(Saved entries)
################

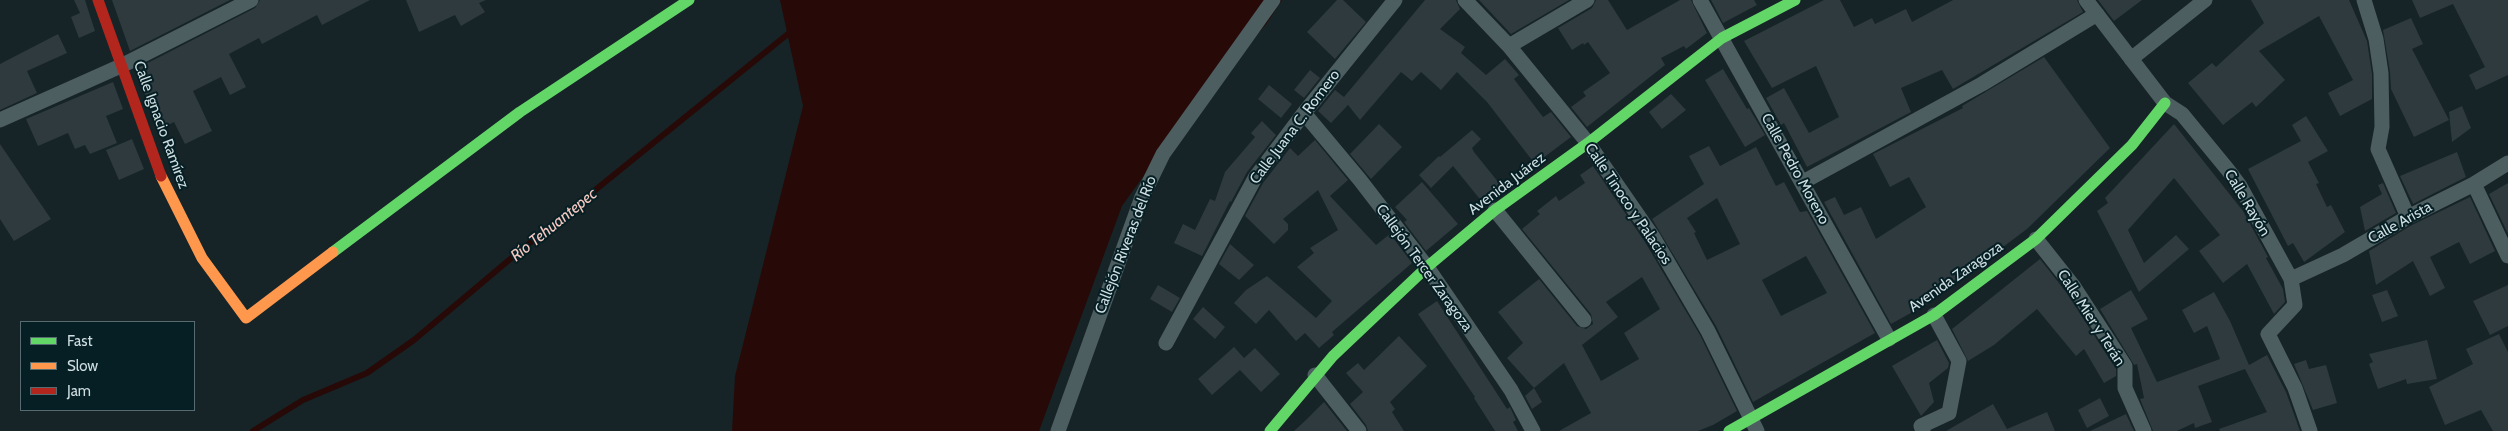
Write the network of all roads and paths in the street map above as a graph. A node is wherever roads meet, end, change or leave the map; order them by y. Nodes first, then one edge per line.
1 (98, 0) edge
2 (251, 0) edge
3 (689, 0) edge
4 (1273, 0) edge
5 (1395, 0) edge
6 (1465, 0) edge
7 (1587, 0) edge
8 (1700, 0) edge
9 (1795, 0) edge
10 (2086, 0) edge
11 (2205, 0) edge
12 (2364, 0) edge
13 (2097, 14) junction
14 (1722, 38) junction
15 (1509, 46) junction
16 (2131, 59) junction
17 (122, 64) junction
18 (2165, 103) junction
19 (1304, 112) junction
20 (0, 120) edge
21 (1588, 143) junction
22 (2508, 163) edge
23 (1803, 182) junction
24 (2474, 184) junction
25 (1494, 210) junction
26 (2408, 217) junction
27 (2036, 239) junction
28 (2508, 256) edge
29 (1427, 267) junction
30 (2290, 279) junction
31 (1934, 315) junction
32 (1584, 320) dead end
33 (1889, 339) junction
34 (1166, 343) dead end
35 (1315, 375) junction
36 (1754, 425) edge
37 (1058, 431) edge
38 (1270, 431) edge
39 (1359, 431) edge
40 (1533, 431) edge
41 (1729, 431) edge
42 (1924, 431) edge
43 (2144, 431) edge
44 (2310, 431) edge

1 - 17 street, Calle Ignacio Ramírez
2 - 17 street
3 - 17 street, Calle Ignacio Ramírez
4 - 37 street, Callejón Riveras del Río
5 - 19 street, Calle Juana C. Romero
6 - 15 street, Calle Tinoco y Palacios
7 - 15 street
8 - 14 street, Calle Pedro Moreno
9 - 14 street, Avenida Juárez
10 - 13 street, Calle Rayón
11 - 16 street
12 - 26 street
13 - 16 street, Calle Rayón
13 - 23 street
14 - 21 street, Avenida Juárez
14 - 23 street, Calle Pedro Moreno
15 - 21 street, Calle Tinoco y Palacios
16 - 18 street, Calle Rayón
17 - 20 street
18 - 27 street, Avenida Zaragoza
18 - 30 street, Calle Rayón
19 - 29 street, Callejón Tercer Zaragoza
19 - 34 street, Calle Juana C. Romero
21 - 25 street, Avenida Juárez
21 - 36 street, Calle Tinoco y Palacios
22 - 24 street, Calle Arista
23 - 33 street, Calle Pedro Moreno
24 - 26 street, Calle Arista
24 - 28 street
25 - 29 street, Avenida Juárez
25 - 32 street
26 - 30 street, Calle Arista
27 - 31 street, Avenida Zaragoza
27 - 43 street, Calle Mier y Terán
29 - 35 street, Avenida Juárez
29 - 40 street, Callejón Tercer Zaragoza
30 - 44 street, Calle Rayón
31 - 33 street, Avenida Zaragoza
31 - 42 street
33 - 36 street, Avenida Zaragoza
35 - 38 street, Avenida Juárez
35 - 39 street
36 - 41 street, Avenida Zaragoza

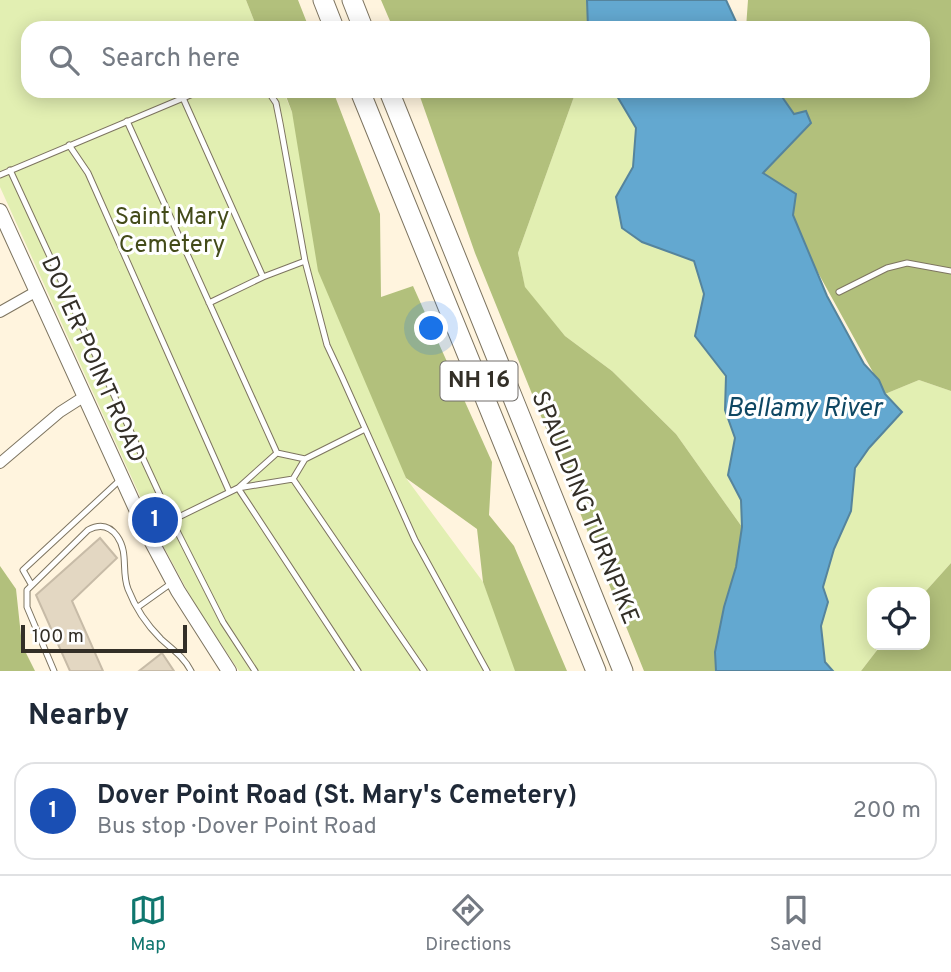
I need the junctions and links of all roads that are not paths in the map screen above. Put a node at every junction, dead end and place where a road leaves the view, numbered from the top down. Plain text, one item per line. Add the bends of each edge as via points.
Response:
1 (323, 0) edge
2 (352, 0) edge
3 (331, 21) edge
4 (360, 21) edge
5 (183, 98) joint
6 (273, 98) edge
7 (363, 98) edge
8 (392, 98) edge
9 (127, 121) junction
10 (69, 145) junction
11 (10, 170) junction
12 (0, 175) edge
13 (0, 211) edge
14 (305, 261) junction
15 (951, 271) edge
16 (263, 277) junction
17 (37, 291) junction
18 (839, 292) dead end
19 (209, 303) junction
20 (0, 312) edge
21 (85, 396) junction
22 (365, 429) junction
23 (277, 453) junction
24 (305, 459) junction
25 (0, 463) edge
26 (293, 478) junction
27 (121, 479) junction
28 (237, 488) junction
29 (229, 491) junction
30 (171, 519) junction
31 (147, 533) junction
32 (173, 582) junction
33 (31, 584) junction
34 (138, 607) junction
35 (54, 671) edge
36 (191, 671) edge
37 (229, 671) edge
38 (255, 671) edge
39 (358, 671) edge
40 (424, 671) edge
41 (487, 671) edge
42 (596, 671) edge
43 (623, 671) edge

1 - 3 highway
2 - 4 highway
5 - 9 lane
5 - 16 lane
6 - 14 lane
7 - 42 highway, SPAULDING TURNPIKE / NH 16
8 - 43 highway, SPAULDING TURNPIKE / NH 16
9 - 10 lane
9 - 19 lane
10 - 11 lane
10 - 29 lane via 88,173
11 - 12 lane
11 - 30 lane
13 - 17 main road, DOVER POINT ROAD
14 - 16 lane
14 - 22 lane via 327,345
15 - 18 lane via 907,263
16 - 19 lane
17 - 20 street
17 - 21 main road, DOVER POINT ROAD
19 - 23 lane
21 - 25 street
21 - 27 main road, DOVER POINT ROAD
22 - 24 lane
22 - 41 lane via 415,540
23 - 24 lane
23 - 28 lane
24 - 26 lane
26 - 28 lane
26 - 40 lane
27 - 31 main road, DOVER POINT ROAD
27 - 33 lane via 23,570
28 - 29 lane
28 - 39 lane
29 - 30 lane
30 - 31 lane
30 - 38 lane via 223,622
31 - 32 main road, DOVER POINT ROAD
32 - 34 lane
32 - 37 main road, DOVER POINT ROAD
33 - 34 lane via 88,530 103,526 122,545 126,581
33 - 35 lane via 27,607
34 - 36 lane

################

Exercise description :: Where a line in the records above contains the string "Avenida", copy that line.

Response below ::
9 - 14 street, Avenida Juárez
14 - 21 street, Avenida Juárez
18 - 27 street, Avenida Zaragoza
21 - 25 street, Avenida Juárez
25 - 29 street, Avenida Juárez
27 - 31 street, Avenida Zaragoza
29 - 35 street, Avenida Juárez
31 - 33 street, Avenida Zaragoza
33 - 36 street, Avenida Zaragoza
35 - 38 street, Avenida Juárez
36 - 41 street, Avenida Zaragoza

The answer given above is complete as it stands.